In Loudoun County, proposed roadway projects to be addressed in fiscal 2014 include the expansion of Belmont Ridge Road between Portsmouth Boulevard and Hay Road; Route 28 Hot Spot Improvements at Sterling Boulevard and the Dulles Toll Road – widening from six lanes to eight; and the design of the Edwards Ferry Road at the Route 15 Leesburg Bypass Grade Separation.
Transit projects in Loudoun include the acquisition of land for the Leesburg Park and Ride and the addition of two new transit buses.
Tony Howard, president of the Loudoun County Chamber of Commerce, asked York to urge the NVTA to make the Bi-County Parkway a priority as soon as possible.
“The Bi-County Parkway is clearly a project of significant regional importance and the type of project the General Assembly had in mind when it adopted 2313,” Howard said. “By connecting major employment populations in Loudoun and Prince William Counties, the Bi-County Parkway will help reduce traffic congestion in our region, a region that is home to Virginia's fastest growing and economically vibrant communities.”
Dwight Dopilka, a resident of Leesburg, also suggested another project that would greatly reduce traffic coming into Leesburg on Route 7.
“One of the projects I think is more important than the Sycolin flyover is the Belmont Ridge and Route 7 Interchange,” Dopilka said. “Having traveled Route 7 frequently to get to work, that is a major bottleneck. I see it is on the schedule, but if there is any way to expedite that and make it a priority that would be beneficial.”
Construction at the interchange at Belmont Ridge Road and Route 7 is scheduled to begin in fall 2014 with funding coming from both the state and county.
In response to Dopilka, York pointed out he would like to see that interchange sped up as well, but there are hang ups in the process.

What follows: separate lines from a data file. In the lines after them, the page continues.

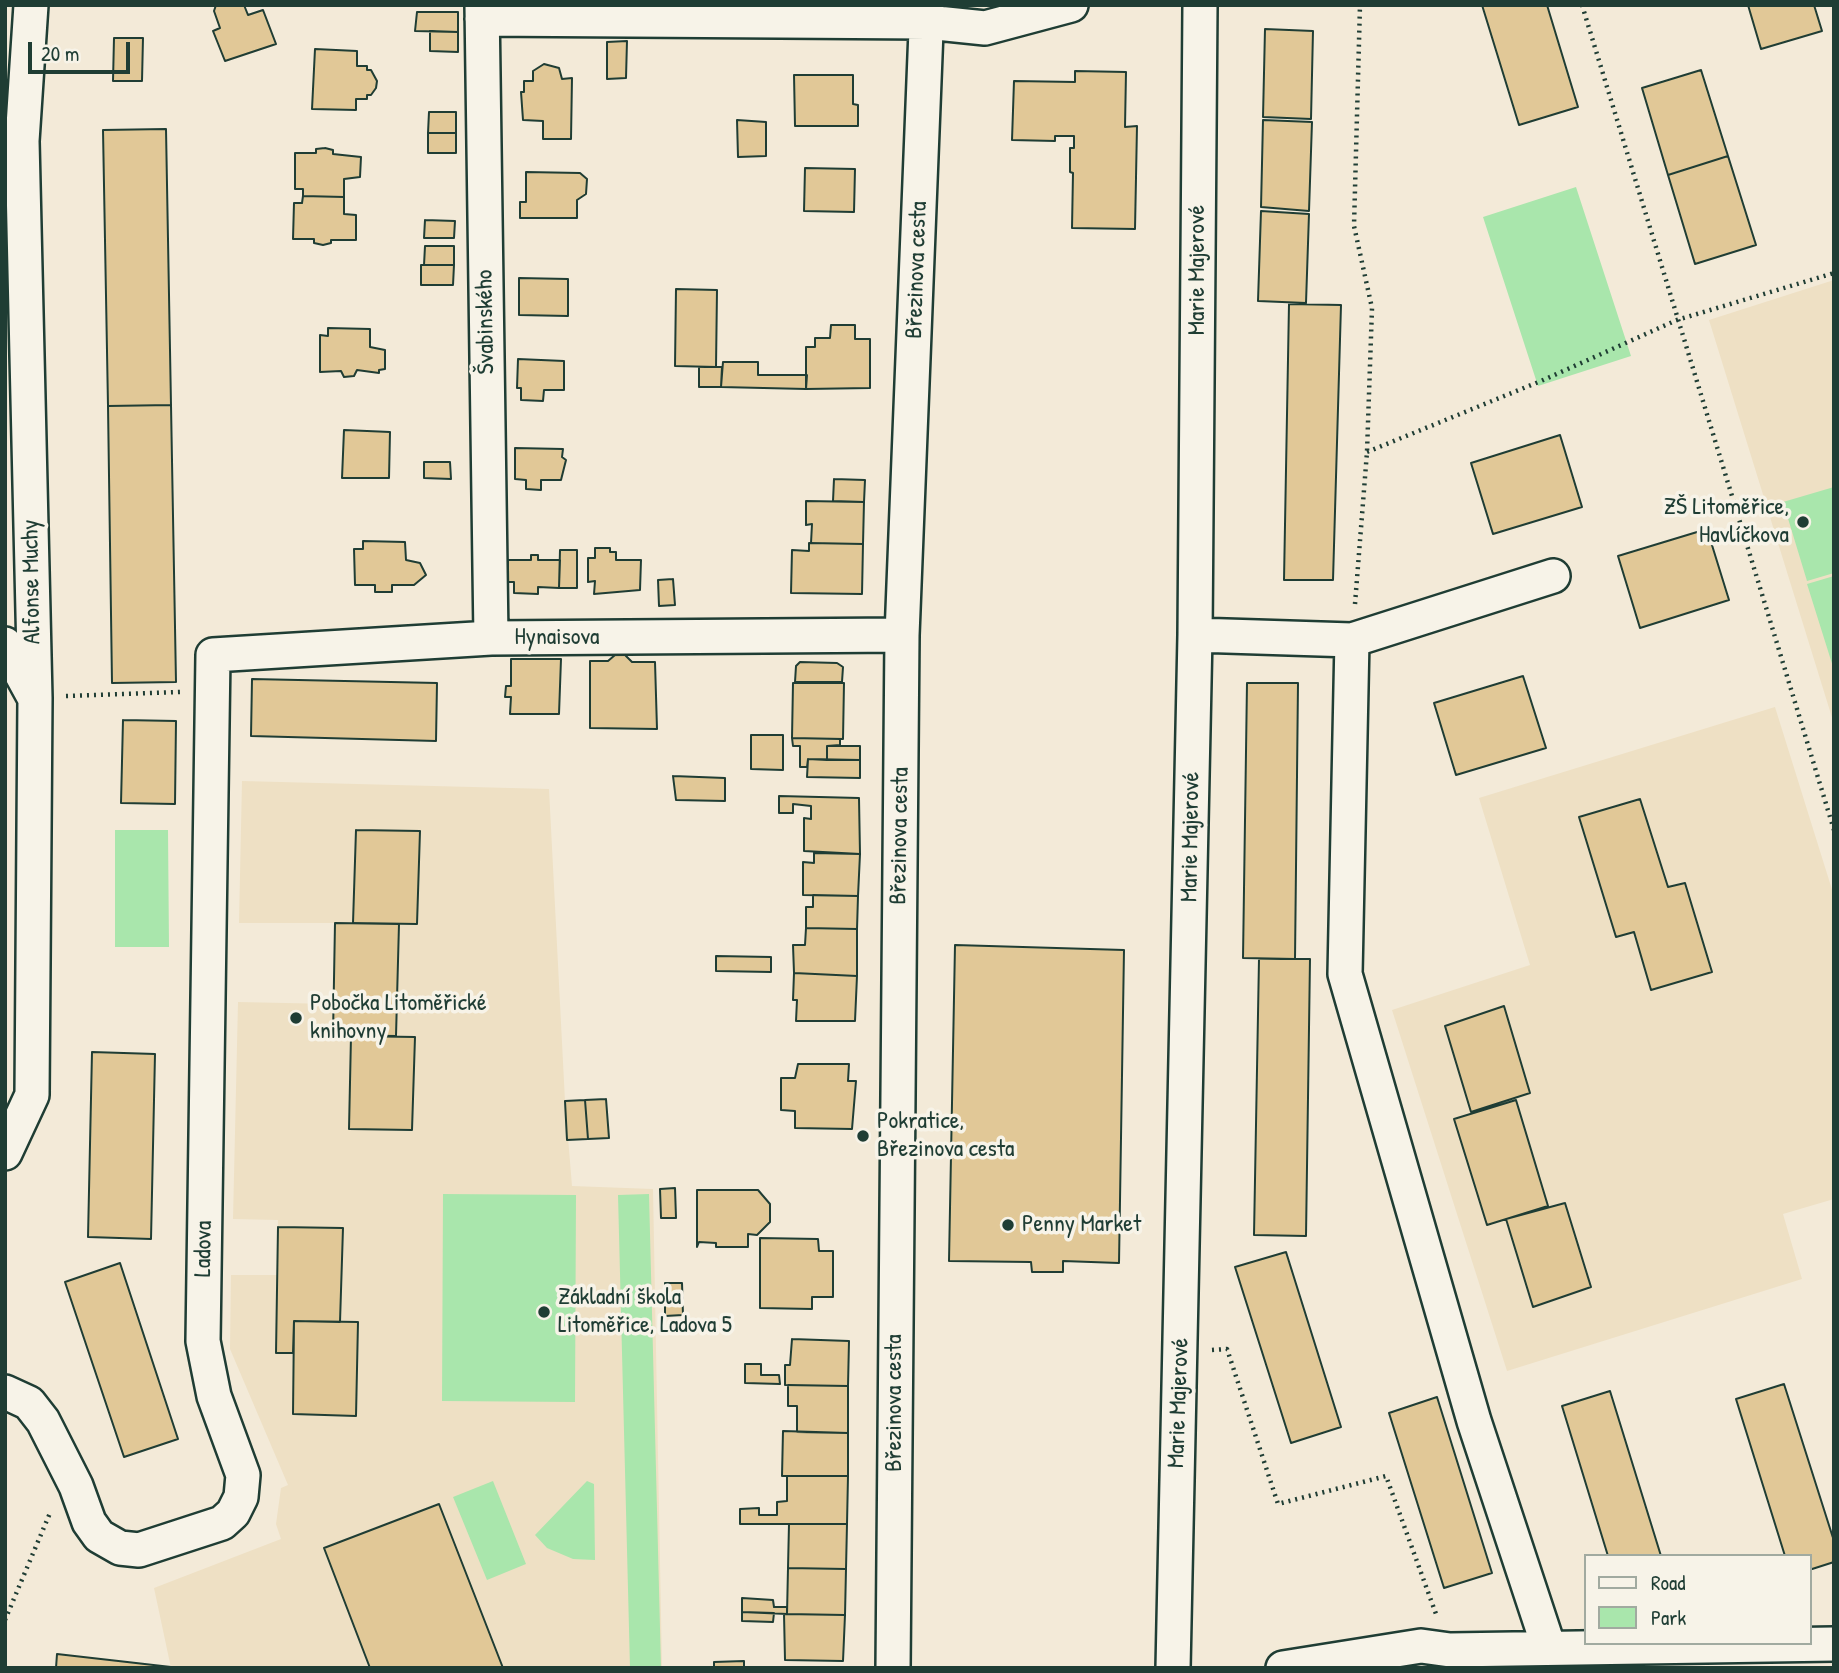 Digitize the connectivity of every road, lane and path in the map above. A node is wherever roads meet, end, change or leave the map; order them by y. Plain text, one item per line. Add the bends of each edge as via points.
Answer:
1 (31, 5) edge
2 (1071, 5) edge
3 (1200, 5) edge
4 (1360, 5) edge
5 (1582, 5) edge
6 (482, 12) edge
7 (927, 13) edge
8 (14, 145) edge
9 (1834, 273) edge
10 (1677, 320) junction
11 (1367, 452) junction
12 (1553, 576) dead end
13 (901, 635) junction
14 (1195, 635) junction
15 (491, 638) junction
16 (1352, 640) junction
17 (5, 644) edge
18 (212, 654) joint
19 (180, 692) dead end
20 (82, 695) dead end
21 (35, 698) junction
22 (1834, 830) edge
23 (5, 1153) edge
24 (1179, 1353) junction
25 (5, 1392) edge
26 (76, 1486) junction
27 (5, 1620) edge
28 (1811, 1644) edge
29 (1834, 1644) edge
30 (1763, 1645) edge
31 (1549, 1648) junction
32 (1450, 1650) junction
33 (893, 1668) edge
34 (1173, 1668) edge
35 (1283, 1668) edge

1 - 8 street, Alfonse Muchy
2 - 7 street via 985,28
3 - 14 street, Marie Majerové
4 - 11 path via 1354,226 1372,308
5 - 10 path
6 - 7 street
6 - 15 street, Švabinského
7 - 13 street, Březinova cesta
8 - 21 street, Alfonse Muchy
9 - 10 path
10 - 11 path
10 - 22 path
11 - 16 path
12 - 16 street
13 - 15 street, Hynaisova
13 - 33 street, Březinova cesta
14 - 16 street
14 - 24 street, Marie Majerové
15 - 18 street, Hynaisova
16 - 31 street via 1345,974 1474,1421
17 - 21 street
18 - 26 street, Ladova via 203,1341 211,1384 243,1475 241,1497 222,1522 139,1550 120,1548 99,1536
19 - 20 path
21 - 23 street, Alfonse Muchy via 32,1095
24 - 32 path via 1227,1349 1278,1504 1386,1476
24 - 34 street, Marie Majerové
25 - 26 street, Ladova via 29,1404 43,1421
26 - 27 path via 53,1506
28 - 29 street
30 - 31 street
31 - 32 street
32 - 35 street via 1421,1646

“I would like to see it sped up very dramatically, in fact the funding has been there for several years now. But with that project, the paperwork is just enormous and it just befuddles me how come it takes us too long to get paperwork done,” York said. “Somewhere, Richmond needs to really examine this because not only does it cost more the longer it takes, but you are also costing the time of the folks who are having to use that intersection right now sitting in all that traffic just for paperwork.”
NVTA will hold a public meeting on projects June 20 at Fairfax City Hall beginning with an open house at 5:30 p.m.